Probe hybridisation signals were quantified using a densitometer. The signal of the probe on the Northern blot was correlated with the signal of this probe on a C1 genomic DNA Southern blot. Therefore, the values in the table represent the northern hybridization signal level relative to the hybridization signal level from the Southern blot (which was set at 1). Gene sequences are given below.






The cbh1 promoter, which is a strong promoter in UV 18.25 strains, is not active in the white strains. The chi1 promoter was the strongest both under glucose and xylose feed conditions. The hex1 promoter is a strong constitutive promoter during all phases of fermentation and under both sugar feed conditions. The xyl6 promoter is highly active under the xylose feed condition only. The pep4, his2a and bgl1 promoters are moderately active. For high level gene expression in the white strains the chi1, hex1 and xyl6 promoters are very useful.

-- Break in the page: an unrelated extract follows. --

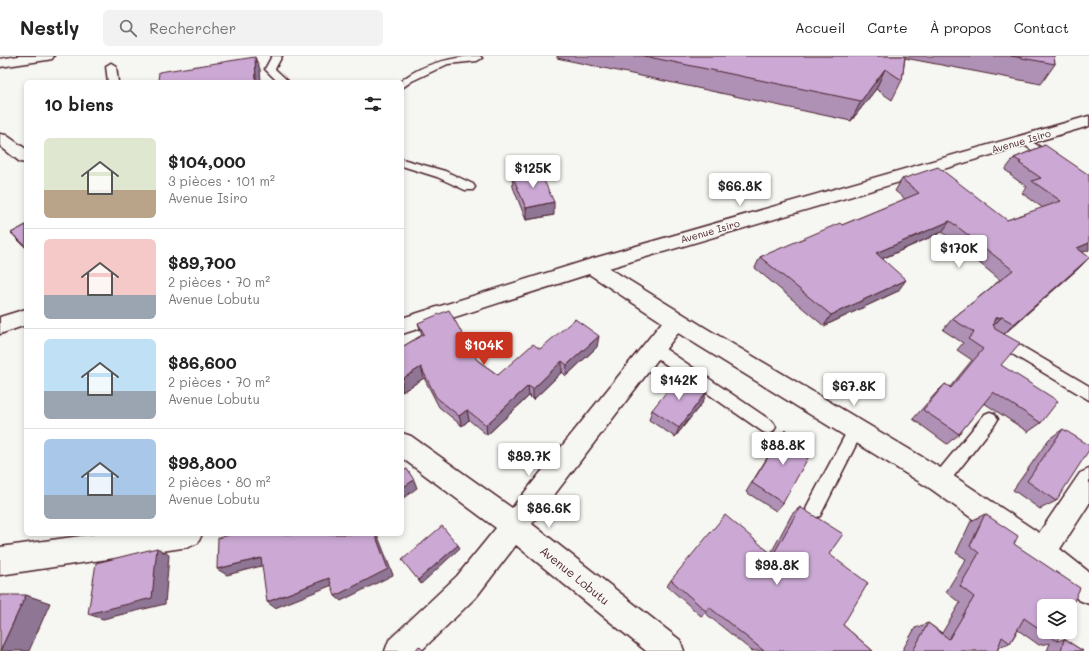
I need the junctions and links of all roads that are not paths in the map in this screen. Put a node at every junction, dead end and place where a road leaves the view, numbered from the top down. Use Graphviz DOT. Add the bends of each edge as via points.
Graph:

Alternative promoters that also give high expression are those of the pep4, his2a and bgl1 genes. Additional northern experiments also indicated that the promoters of the xyl4 and xyl8 genes can be used for high level gene expression in the white strains when grown on xylose. Glucoamylase (Gla1, gene identifier: CL09507) has been shown to be a major protein in white C1 strains. The gla1 promoter is therefore also a good candidate to be used for the high level expression of genes of interest in white strains. It was shown that glucoamylase was highly abundant in a white strain grown in the presence of starch. This indicated that the gla1 promoter is strong and inducible by starch and its degradation products, like maltose.


The nucleotide sequences of Pchi1(0.8), Pchi1(1.8), Phex1, Pxy16 and Pgla1 are given below. Note that the ATG start codons of the corresponding coding regions are given in bold italics.


Example 12
White Strain Gene Expression System

Two expression vectors were designed for expression of genes in W1L and derivatives: pPchi1(1.8)-Tcbh1 Not1 was as described above. Additionally, pCRS Pchi1-Tcbh1 (FIG. 8) was constructed by placing the C1 repeat sequence in front of the Pchi1 promoter in pPchi1(1.8)-Tcbh1 NotI. These vectors have been designed in such a way that they also can be combined resulting in a single vector that contains multiple expression cassettes. The multiple cassettes can be excised from the vector as a single linear DNA fragment.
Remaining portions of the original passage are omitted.